We introduce fair-density parity-check (FDPC) codes targeting high-rate applications. In particular, we start with a base parity-check matrix $H_b$ of dimension $2 \sqrt{n} \times n$, where $n$ is the code block length, and the number of ones in each row and column of $H_b$ is equal to $\sqrt{n}$ and $2$, respectively. We propose a deterministic combinatorial method for picking the base matrix $H_b$, assuming $n=4t^2$ for some integer $t \geq 2$. We then extend this by obtaining permuted versions of $H_b$ (e.g., via random permutations of its columns) and stacking them on top of each other leading to codes of dimension $k \geq n-2s\sqrt{n}+s$, for some $s \geq 2$, referred to as order-$s$ FDPC codes. We propose methods to explicitly characterize and bound the weight distribution of the new codes and utilize them to derive union-type approximate upper bounds on their error probability under Maximum Likelihood (ML) decoding. For the binary erasure channel (BEC), we demonstrate that the approximate ML bound of FDPC codes closely follows the random coding upper bound (RCU) for a wide range of channel parameters. Also, remarkably, FDPC codes, under the low-complexity min-sum decoder, improve upon 5G-LDPC codes for transmission over the binary-input additive white Gaussian noise (B-AWGN) channel by almost 0.5dB (for $n=1024$, and rate $=0.878$). Furthermore, we propose a new decoder as a combination of weighted min-sum message-passing (MP) decoding algorithm together with a new progressive list (PL) decoding component, referred to as the MP-PL decoder, to further boost the performance of FDPC codes. This paper opens new avenues for a fresh investigation of new code constructions and decoding algorithms in high-rate regimes suitable for ultra-high throughput (high-frequency/optical) applications.

翻译：我们针对高速率应用引入了公平密度奇偶校验（FDPC）码。
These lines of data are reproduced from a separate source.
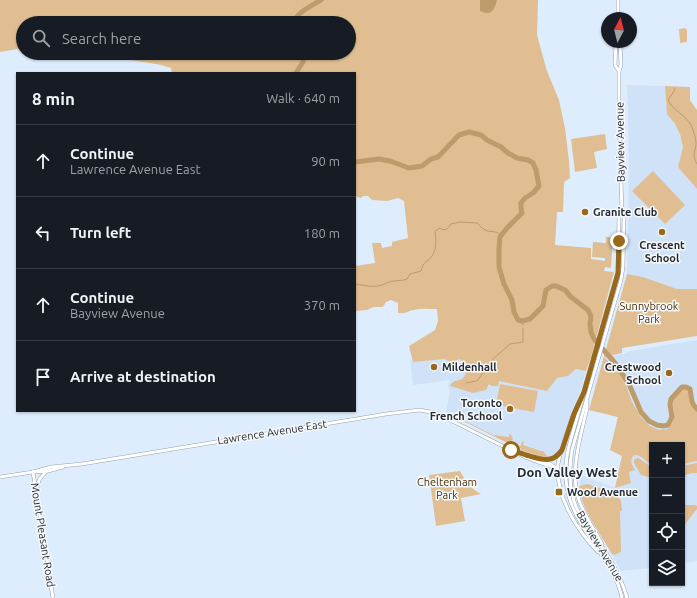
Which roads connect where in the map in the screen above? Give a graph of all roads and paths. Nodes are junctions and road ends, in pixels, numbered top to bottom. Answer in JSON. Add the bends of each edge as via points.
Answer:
{"nodes":[{"id":1,"x":618,"y":0,"type":"edge"},
{"id":2,"x":618,"y":12,"type":"edge"},
{"id":3,"x":616,"y":48,"type":"edge"},
{"id":4,"x":620,"y":48,"type":"edge"},
{"id":5,"x":620,"y":71,"type":"junction"},
{"id":6,"x":622,"y":214,"type":"junction"},
{"id":7,"x":583,"y":394,"type":"junction"},
{"id":8,"x":588,"y":395,"type":"junction"},
{"id":9,"x":562,"y":450,"type":"junction"},
{"id":10,"x":518,"y":453,"type":"junction"},
{"id":11,"x":538,"y":459,"type":"junction"},
{"id":12,"x":65,"y":466,"type":"junction"},
{"id":13,"x":557,"y":468,"type":"junction"},
{"id":14,"x":48,"y":471,"type":"junction"},
{"id":15,"x":33,"y":472,"type":"junction"},
{"id":16,"x":573,"y":474,"type":"junction"},
{"id":17,"x":0,"y":477,"type":"edge"},
{"id":18,"x":37,"y":491,"type":"junction"},
{"id":19,"x":608,"y":556,"type":"junction"},
{"id":20,"x":606,"y":561,"type":"junction"},
{"id":21,"x":54,"y":598,"type":"edge"},
{"id":22,"x":622,"y":598,"type":"edge"},
{"id":23,"x":626,"y":598,"type":"edge"}],
"edges":[{"from":1,"to":2,"type":"main road"},
{"from":3,"to":5,"type":"main road","name":"Bayview Avenue","via":[[615,65]]},
{"from":4,"to":5,"type":"main road","name":"Bayview Avenue"},
{"from":5,"to":6,"type":"main road","name":"Bayview Avenue"},
{"from":6,"to":7,"type":"main road","name":"Bayview Avenue","via":[[619,216],[616,279]]},
{"from":6,"to":8,"type":"main road","name":"Bayview Avenue","via":[[624,248],[621,280]]},
{"from":7,"to":9,"type":"main road"},
{"from":7,"to":20,"type":"main road","name":"Bayview Avenue","via":[[567,454],[567,488],[574,512]]},
{"from":8,"to":16,"type":"main road"},
{"from":8,"to":19,"type":"main road","name":"Bayview Avenue","via":[[572,450],[569,478],[578,511]]},
{"from":9,"to":11,"type":"main road","via":[[554,458]]},
{"from":9,"to":13,"type":"main road"},
{"from":10,"to":11,"type":"main road","name":"Lawrence Avenue East"},
{"from":10,"to":12,"type":"main road","name":"Lawrence Avenue East","via":[[443,416],[420,410]]},
{"from":10,"to":13,"type":"main road","name":"Lawrence Avenue East"},
{"from":11,"to":13,"type":"main road","name":"Lawrence Avenue East"},
{"from":12,"to":14,"type":"main road","name":"Lawrence Avenue East"},
{"from":12,"to":15,"type":"main road","name":"Lawrence Avenue East"},
{"from":13,"to":16,"type":"main road","name":"Lawrence Avenue East","bridge":true},
{"from":13,"to":20,"type":"main road","via":[[561,492],[570,513],[586,538]]},
{"from":14,"to":15,"type":"main road","name":"Lawrence Avenue East"},
{"from":14,"to":18,"type":"main road","via":[[38,482]]},
{"from":15,"to":17,"type":"main road","name":"Lawrence Avenue East"},
{"from":15,"to":18,"type":"main road","name":"Mount Pleasant Road"},
{"from":16,"to":19,"type":"main road","via":[[583,511]]},
{"from":18,"to":21,"type":"main road","name":"Mount Pleasant Road"},
{"from":19,"to":23,"type":"main road","name":"Bayview Avenue","via":[[621,579]]},
{"from":20,"to":22,"type":"main road","name":"Bayview Avenue","via":[[615,575]]}]}
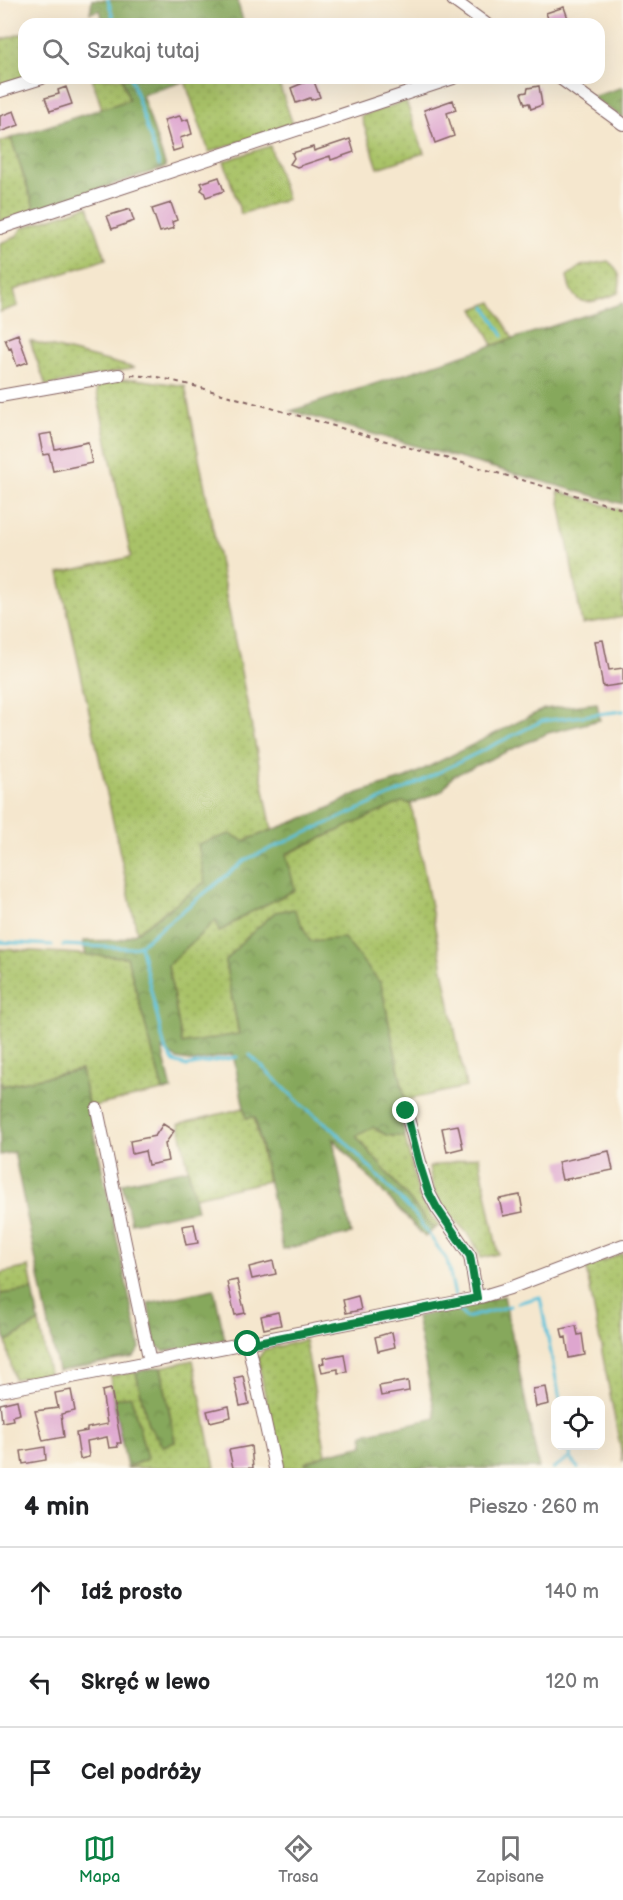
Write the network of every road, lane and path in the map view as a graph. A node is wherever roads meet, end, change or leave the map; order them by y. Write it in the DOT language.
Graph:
graph roads {
  1 [pos="453,0"];
  2 [pos="478,18"];
  3 [pos="23,84"];
  4 [pos="435,84"];
  5 [pos="568,84"];
  6 [pos="0,91"];
  7 [pos="623,124"];
  8 [pos="0,228"];
  9 [pos="119,375"];
  10 [pos="0,396"];
  11 [pos="623,509"];
  12 [pos="97,1109"];
  13 [pos="406,1111"];
  14 [pos="623,1245"];
  15 [pos="477,1298"];
  16 [pos="248,1344"];
  17 [pos="150,1362"];
  18 [pos="0,1391"];
  19 [pos="275,1468"];
  1 -- 2 [label="street"];
  3 -- 6 [label="street"];
  4 -- 8 [label="street"];
  5 -- 7 [label="street"];
  9 -- 10 [label="street"];
  9 -- 11 [label="path"];
  12 -- 17 [label="street"];
  13 -- 15 [label="street"];
  14 -- 15 [label="street"];
  15 -- 16 [label="street"];
  16 -- 17 [label="street"];
  16 -- 19 [label="street"];
  17 -- 18 [label="street"];
}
具体而言，我们从维度为 $2\sqrt{n} \times n$ 的基础奇偶校验矩阵 $H_b$ 出发，其中 $n$ 为码块长度，且 $H_b$ 每行和每列中"1"的数量分别等于 $\sqrt{n}$ 和 $2$。我们提出了一种确定性组合方法用于选取基础矩阵 $H_b$，假设 $n=4t^2$（其中整数 $t \geq 2$）。通过获取 $H_b$ 的置换版本（例如，对其列进行随机置换）并将它们堆叠在一起，我们进一步扩展该方法，从而得到维度满足 $k \geq n-2s\sqrt{n}+s$（其中 $s \geq 2$）的码，称为 $s$ 阶 FDPC 码。我们提出了明确表征和限定新码重量的方法，并利用这些方法推导出其在最大似然（ML）译码下错误概率的联合型近似上界。对于二进制擦除信道（BEC），我们证明在广泛的信道参数范围内，FDPC 码的近似 ML 界紧密跟随随机编码上界（RCU）。此外，值得注意的是，在低复杂度最小和译码器下，FDPC 码在二进制输入加性高斯白噪声（B-AWGN）信道上的传输性能比 5G-LDPC 码提高了约 0.5dB（当 $n=1024$ 且码率 $=0.878$ 时）。进一步地，我们提出了一种新译码器，该译码器结合了加权最小和消息传递（MP）译码算法与一种新的渐进列表（PL）译码组件，称为 MP-PL 译码器，以进一步提升 FDPC 码的性能。本文为高速率场景下适用于超高吞吐量（高频/光通信）应用的新型码构造与译码算法研究开辟了新途径。